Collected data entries
-------------------------

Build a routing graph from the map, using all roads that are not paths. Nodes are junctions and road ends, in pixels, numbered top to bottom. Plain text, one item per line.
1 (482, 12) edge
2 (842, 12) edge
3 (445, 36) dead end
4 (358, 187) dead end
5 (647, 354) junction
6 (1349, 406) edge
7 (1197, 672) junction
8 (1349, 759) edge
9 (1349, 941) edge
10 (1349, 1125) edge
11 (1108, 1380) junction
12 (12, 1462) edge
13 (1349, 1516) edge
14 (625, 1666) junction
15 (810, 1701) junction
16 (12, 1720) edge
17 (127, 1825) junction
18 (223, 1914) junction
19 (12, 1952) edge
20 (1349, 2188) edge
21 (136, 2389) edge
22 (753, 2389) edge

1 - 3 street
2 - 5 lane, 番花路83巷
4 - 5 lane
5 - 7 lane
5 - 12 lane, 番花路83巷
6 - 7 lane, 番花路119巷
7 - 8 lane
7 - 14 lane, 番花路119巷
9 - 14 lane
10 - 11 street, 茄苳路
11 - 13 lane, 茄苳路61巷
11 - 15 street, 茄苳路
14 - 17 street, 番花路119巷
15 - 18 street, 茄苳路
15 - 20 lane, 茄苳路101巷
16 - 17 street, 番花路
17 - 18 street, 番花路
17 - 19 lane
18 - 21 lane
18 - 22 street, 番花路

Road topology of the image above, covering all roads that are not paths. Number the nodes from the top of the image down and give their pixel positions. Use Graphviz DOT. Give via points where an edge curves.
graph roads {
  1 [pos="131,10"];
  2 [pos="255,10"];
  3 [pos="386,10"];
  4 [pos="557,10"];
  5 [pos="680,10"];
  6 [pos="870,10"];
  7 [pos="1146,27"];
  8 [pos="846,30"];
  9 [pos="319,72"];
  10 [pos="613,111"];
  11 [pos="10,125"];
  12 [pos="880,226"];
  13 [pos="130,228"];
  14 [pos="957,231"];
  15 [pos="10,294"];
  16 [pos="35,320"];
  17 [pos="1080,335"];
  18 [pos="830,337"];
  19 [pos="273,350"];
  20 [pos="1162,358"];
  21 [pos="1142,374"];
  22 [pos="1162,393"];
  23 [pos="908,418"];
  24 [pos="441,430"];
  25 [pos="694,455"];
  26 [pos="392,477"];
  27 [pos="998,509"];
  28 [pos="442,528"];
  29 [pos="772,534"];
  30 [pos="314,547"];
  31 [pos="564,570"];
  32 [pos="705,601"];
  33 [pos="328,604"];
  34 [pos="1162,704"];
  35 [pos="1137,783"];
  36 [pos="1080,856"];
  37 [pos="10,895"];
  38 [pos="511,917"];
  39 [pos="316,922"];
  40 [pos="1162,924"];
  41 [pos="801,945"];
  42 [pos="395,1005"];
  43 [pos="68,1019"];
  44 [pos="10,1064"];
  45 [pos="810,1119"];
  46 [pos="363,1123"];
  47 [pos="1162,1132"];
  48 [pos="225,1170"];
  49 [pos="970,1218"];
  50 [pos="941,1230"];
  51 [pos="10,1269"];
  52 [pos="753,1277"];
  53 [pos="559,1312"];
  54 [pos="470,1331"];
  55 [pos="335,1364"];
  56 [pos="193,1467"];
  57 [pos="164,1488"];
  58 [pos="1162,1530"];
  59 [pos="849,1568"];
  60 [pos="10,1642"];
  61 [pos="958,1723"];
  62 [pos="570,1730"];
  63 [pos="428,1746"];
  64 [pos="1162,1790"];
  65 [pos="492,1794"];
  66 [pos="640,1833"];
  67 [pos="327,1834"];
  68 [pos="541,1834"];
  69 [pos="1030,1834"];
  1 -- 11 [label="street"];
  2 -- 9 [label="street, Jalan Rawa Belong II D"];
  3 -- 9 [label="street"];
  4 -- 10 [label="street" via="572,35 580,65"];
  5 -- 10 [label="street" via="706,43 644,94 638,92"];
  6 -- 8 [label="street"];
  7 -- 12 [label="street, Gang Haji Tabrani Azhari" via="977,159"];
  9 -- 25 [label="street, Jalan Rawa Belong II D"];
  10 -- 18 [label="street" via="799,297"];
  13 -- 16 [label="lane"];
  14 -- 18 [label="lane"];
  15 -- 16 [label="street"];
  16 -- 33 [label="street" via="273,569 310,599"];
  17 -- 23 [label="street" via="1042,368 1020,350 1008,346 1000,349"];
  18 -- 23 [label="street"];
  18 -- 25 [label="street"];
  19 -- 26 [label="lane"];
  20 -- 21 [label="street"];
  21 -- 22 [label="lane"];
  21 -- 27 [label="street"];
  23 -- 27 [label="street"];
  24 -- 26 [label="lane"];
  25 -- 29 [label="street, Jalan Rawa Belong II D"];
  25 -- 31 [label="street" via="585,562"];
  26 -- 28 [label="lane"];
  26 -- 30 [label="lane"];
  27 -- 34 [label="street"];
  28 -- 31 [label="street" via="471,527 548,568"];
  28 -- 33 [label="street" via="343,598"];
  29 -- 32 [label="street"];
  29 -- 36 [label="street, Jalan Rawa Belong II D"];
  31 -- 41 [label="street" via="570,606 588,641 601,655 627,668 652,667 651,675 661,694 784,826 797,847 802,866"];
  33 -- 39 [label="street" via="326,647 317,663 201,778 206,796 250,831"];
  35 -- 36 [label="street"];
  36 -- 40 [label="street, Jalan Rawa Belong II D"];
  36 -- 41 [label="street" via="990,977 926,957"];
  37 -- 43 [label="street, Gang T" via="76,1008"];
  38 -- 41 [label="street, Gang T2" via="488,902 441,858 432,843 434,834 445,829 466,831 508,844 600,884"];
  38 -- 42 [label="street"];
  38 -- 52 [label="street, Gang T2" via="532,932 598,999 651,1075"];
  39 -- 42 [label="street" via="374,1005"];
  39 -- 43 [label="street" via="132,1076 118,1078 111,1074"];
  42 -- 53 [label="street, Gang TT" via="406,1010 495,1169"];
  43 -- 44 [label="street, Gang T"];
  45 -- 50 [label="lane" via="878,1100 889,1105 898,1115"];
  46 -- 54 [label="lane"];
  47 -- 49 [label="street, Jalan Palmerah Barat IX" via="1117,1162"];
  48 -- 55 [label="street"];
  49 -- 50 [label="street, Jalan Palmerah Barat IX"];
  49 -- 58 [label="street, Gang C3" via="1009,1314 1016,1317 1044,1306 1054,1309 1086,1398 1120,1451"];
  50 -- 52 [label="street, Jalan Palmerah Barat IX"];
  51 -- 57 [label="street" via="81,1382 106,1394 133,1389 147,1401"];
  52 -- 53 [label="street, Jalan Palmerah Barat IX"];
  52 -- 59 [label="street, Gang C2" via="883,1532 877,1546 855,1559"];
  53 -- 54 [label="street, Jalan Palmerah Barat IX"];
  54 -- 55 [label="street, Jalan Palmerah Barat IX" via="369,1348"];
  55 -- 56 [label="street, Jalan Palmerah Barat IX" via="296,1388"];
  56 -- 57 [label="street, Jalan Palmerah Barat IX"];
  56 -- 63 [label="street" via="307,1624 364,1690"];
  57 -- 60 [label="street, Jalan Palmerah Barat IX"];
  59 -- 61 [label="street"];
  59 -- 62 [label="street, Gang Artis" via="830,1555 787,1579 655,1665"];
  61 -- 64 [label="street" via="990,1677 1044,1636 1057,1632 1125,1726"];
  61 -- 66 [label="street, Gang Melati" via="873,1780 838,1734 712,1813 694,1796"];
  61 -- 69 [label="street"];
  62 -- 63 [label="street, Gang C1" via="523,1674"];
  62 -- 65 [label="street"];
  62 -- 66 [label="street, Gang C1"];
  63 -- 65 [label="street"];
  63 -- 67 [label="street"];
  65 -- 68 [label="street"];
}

-------------------------

The answer must be a single number: how many lines of the records contain the string "Belong".

Solution for this problem:
5